I just saw this on Amazon and immediately added it to my wish list so I’ll probably be purchasing it in the next week or so.
If you’ve already got a copy I'd love to hear your thoughts.
I have no idea whether I’ll actually end up reading it. I didn’t get very far with the famous Operating Systems: Design and Implementation by Tanenbaum as it was just too dense for me. From the reviews it seems this one is a bit easier on the reader?


----------



## gpw928 (Oct 30, 2022)

It teaches V6 Unix, originally for UNSW undergraduate course work, but was also adopted inside Bell Labs for that purpose.  It was very highly regarded, and commonly held to be the most illegally copied book, ever, in computer science (because you needed to be a V6 licencee to get a legal copy).

Its great virtue is that it's approachable and exposes many of the principles of Unix with few of the complexities added as time went on.  So, it's the best way I know of to grasp the fundamentals of the way that (quality) operating systems work.

I managed to borrow and photocopy a set of originals back in late 1970s (commentary and source code).  Plus I bought the "legal" copy (above) when it came out in the mid-1990's (mostly out of respect for John Lions, whose health was failing).


----------



## patmaddox (Oct 30, 2022)

Cool, I hadn’t heard of this, thanks for sharing


----------



## bakul (Oct 30, 2022)

You need to find the exact sources that go with the book. This may help: https://pdos.csail.mit.edu/6.828/2006/v6.html


----------



## ProphetOfDoom (Oct 30, 2022)

Thanks gpw928 , bakul 
I wonder if it would be possible to build the Unix sources for something like a BeagleBone and start a whole new lineage of Unix? This is idle speculation of course, I imagine one could lose years or decades on a project like that.
There was a comp sci professor from UNSW who used to post his undergraduate lectures on YouTube about 15 years ago and I watched them avidly, I wish more schools would do that. He was really passionate about the subject.
patmaddox /anyone else interested I also recently read Unix: A History and a Memoir (published quite recently) and it was a really interesting read.


----------



## gpw928 (Oct 30, 2022)

ProphetOfDoom said:


> I wonder if it would be possible to build the Unix sources for something like a BeagleBone and start a whole new lineage of Unix?

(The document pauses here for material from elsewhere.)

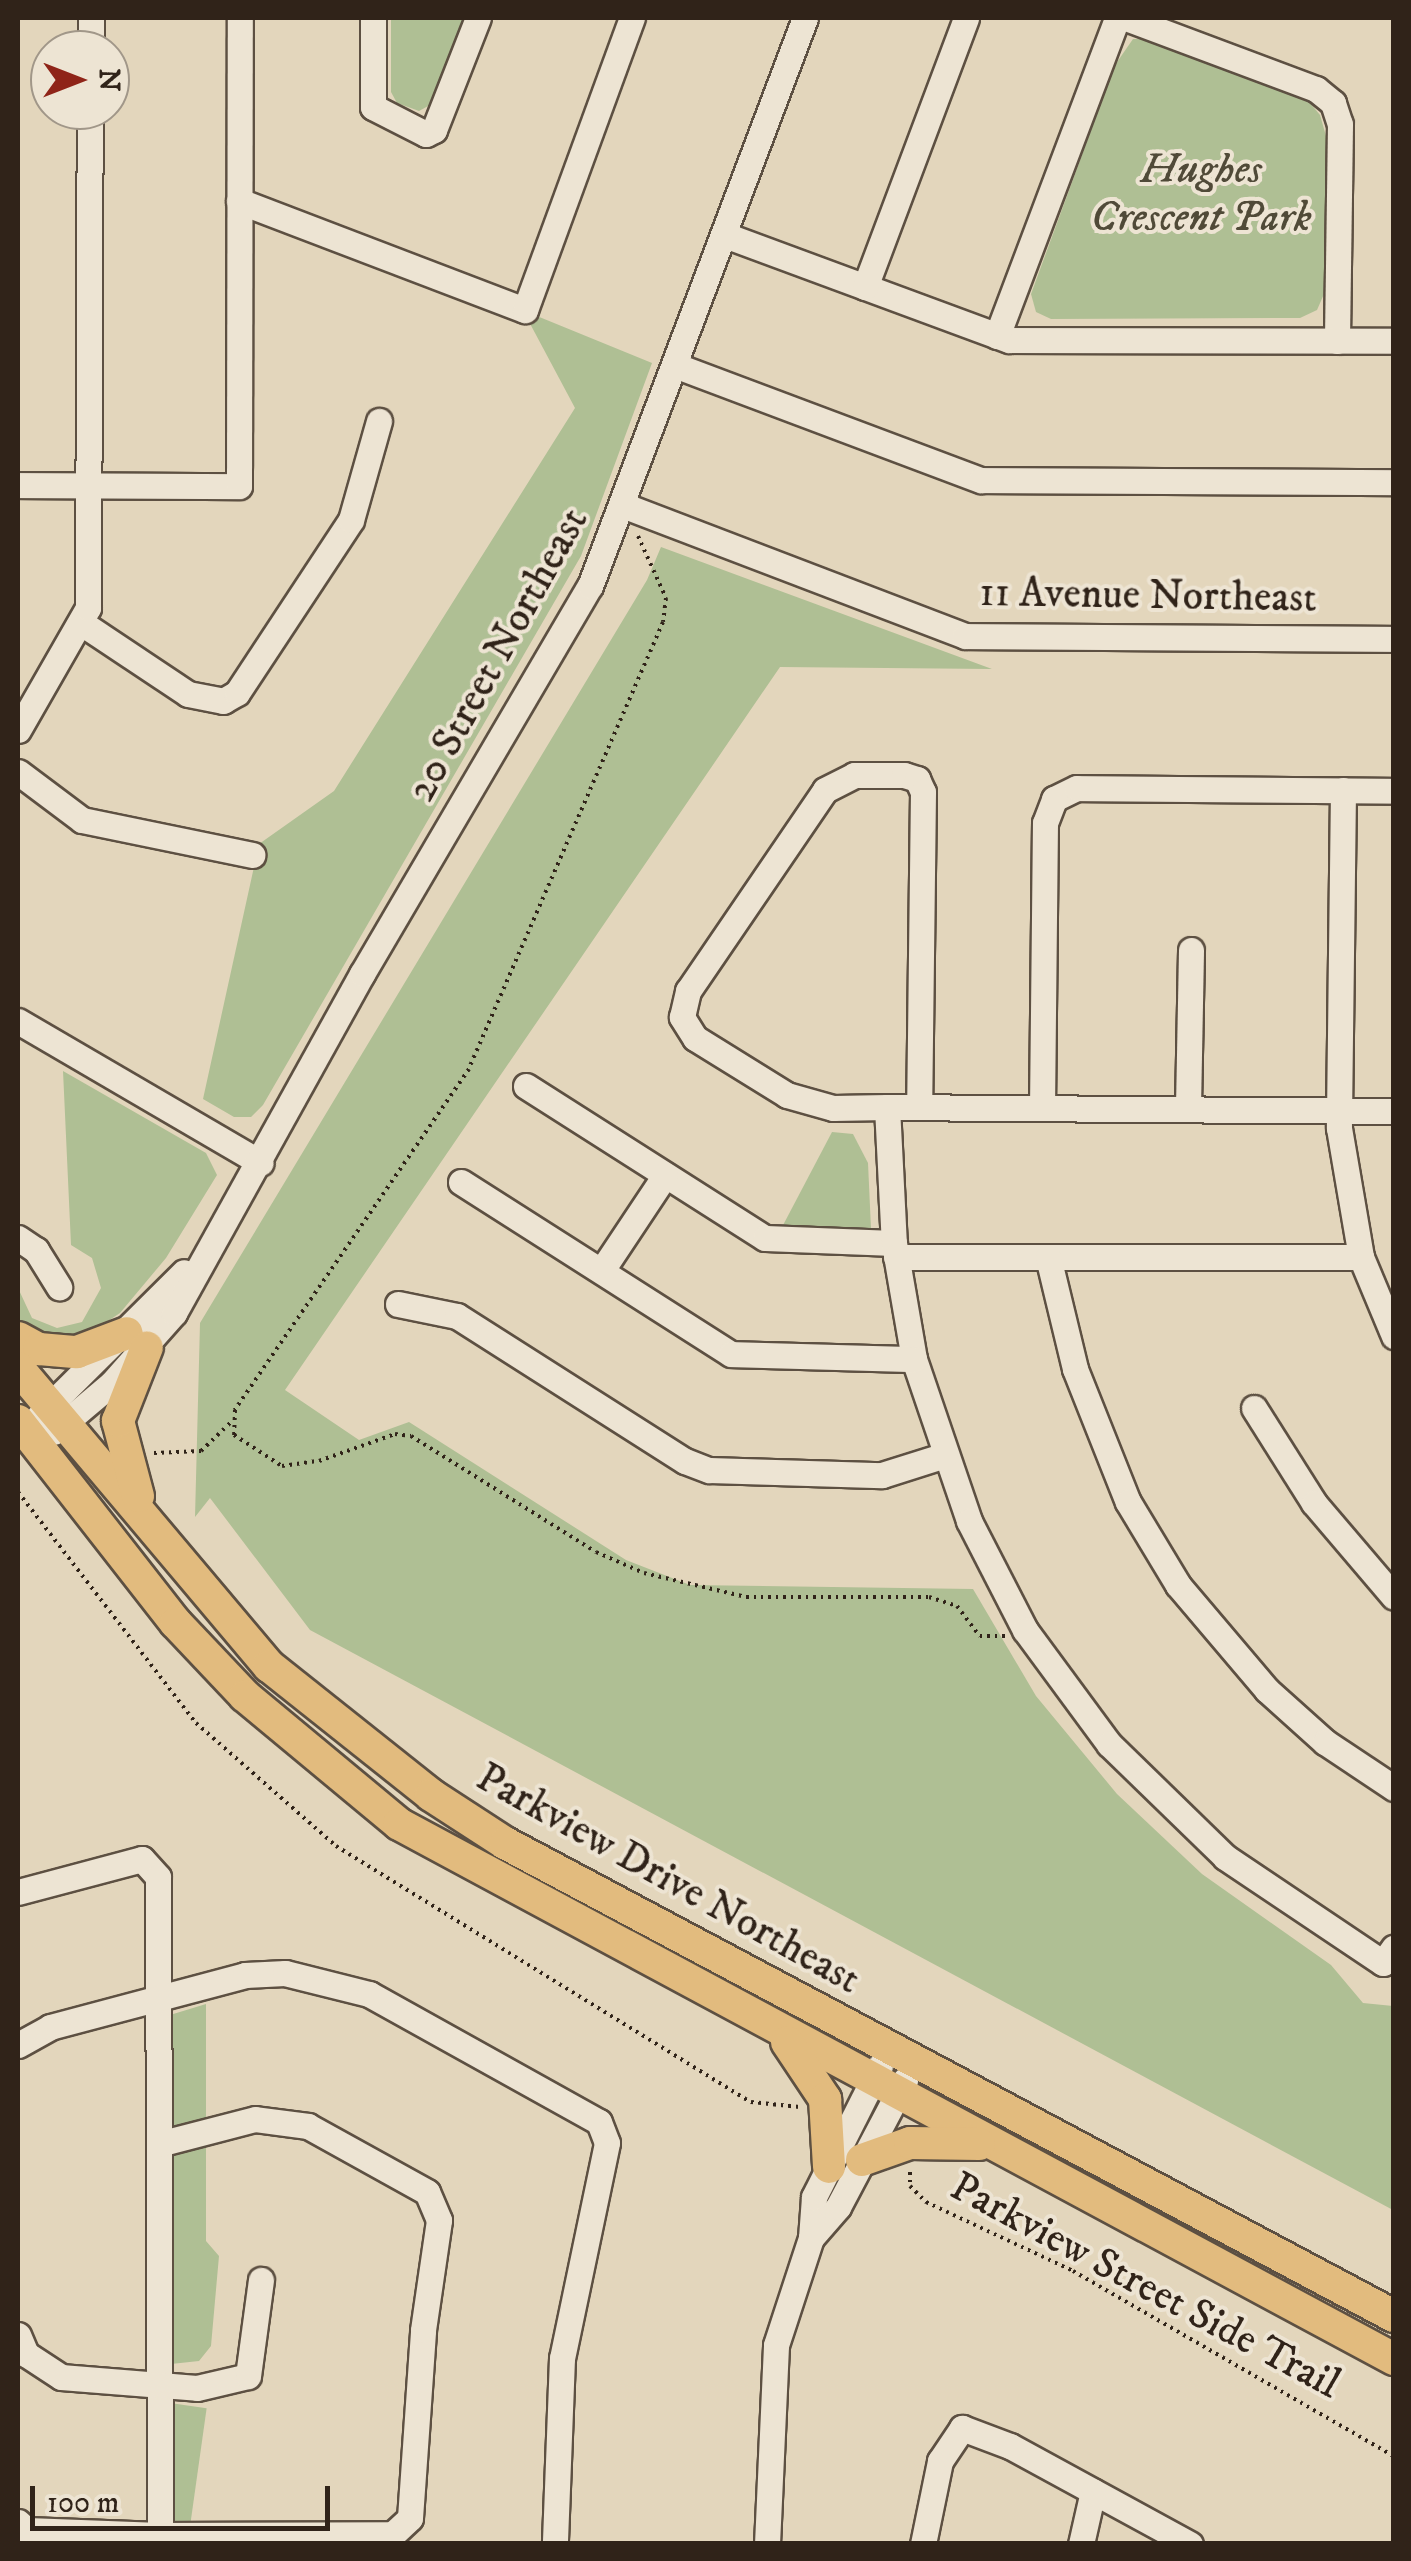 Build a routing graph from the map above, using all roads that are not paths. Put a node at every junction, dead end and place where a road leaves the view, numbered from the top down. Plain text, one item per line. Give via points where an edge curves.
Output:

Not inconceivable.  A port of Version 6 Unix to the Interdata 7/32 was completed by Richard Miller and Ross Nealon at Wollongong University, Australia, during 1976-1977.  This was the first time Unix was ported.  I believe that Bell Labs got Unix going on the Interdata 7/32, but after Miller and Nealon.  The principal virtue of the Interdata 7/32 was that it was cheap.

Of course, V6 is a long way from where Unix is today.  However, getting it going on a PDP-11 simulator would be quite plausible.

[By the way, the printed book contains the commentary and the sources, but the URL posted by bakul above has that and more.]


----------



## bakul (Oct 30, 2022)

Nealon completed porting ed to Interdata32 but I believe Richard Miller did almost all of the work. Also see Miller's own paper from the era:


			http://bitsavers.informatik.uni-stuttgart.de/bits/Interdata/32bit/unix/univWollongong_v6/miller.pdf
		


Richard Miller has long since moved on to plan9. He was the one who ported plan9 to RaspberryPi (part time work over 4 months). He made it work on pretty much every model long before any BSDs, including support for Wifi (& may be sound as well). 

Porting v6 to new hardware is probably not worth it.


----------



## SirDice (Oct 31, 2022)

gpw928 said:


> However, getting it going on a PDP-11 simulator would be quite plausible.


Pretty easy actually. 






						Installing UNIX v6 (PDP-11) on SIMH - Computer History Wiki
					






					gunkies.org


----------



## ProphetOfDoom (Nov 4, 2022)

The Lions book will have to wait a bit as I ordered Absolute FreeBSD and am having a slight cash flow problem...
Incidentally, reading the terminal commands for installing a new unexplored OS gives me exactly the same feeling in my chest as asking someone out for a date. I honestly wonder if I’m on the autistic spectrum or something.


----------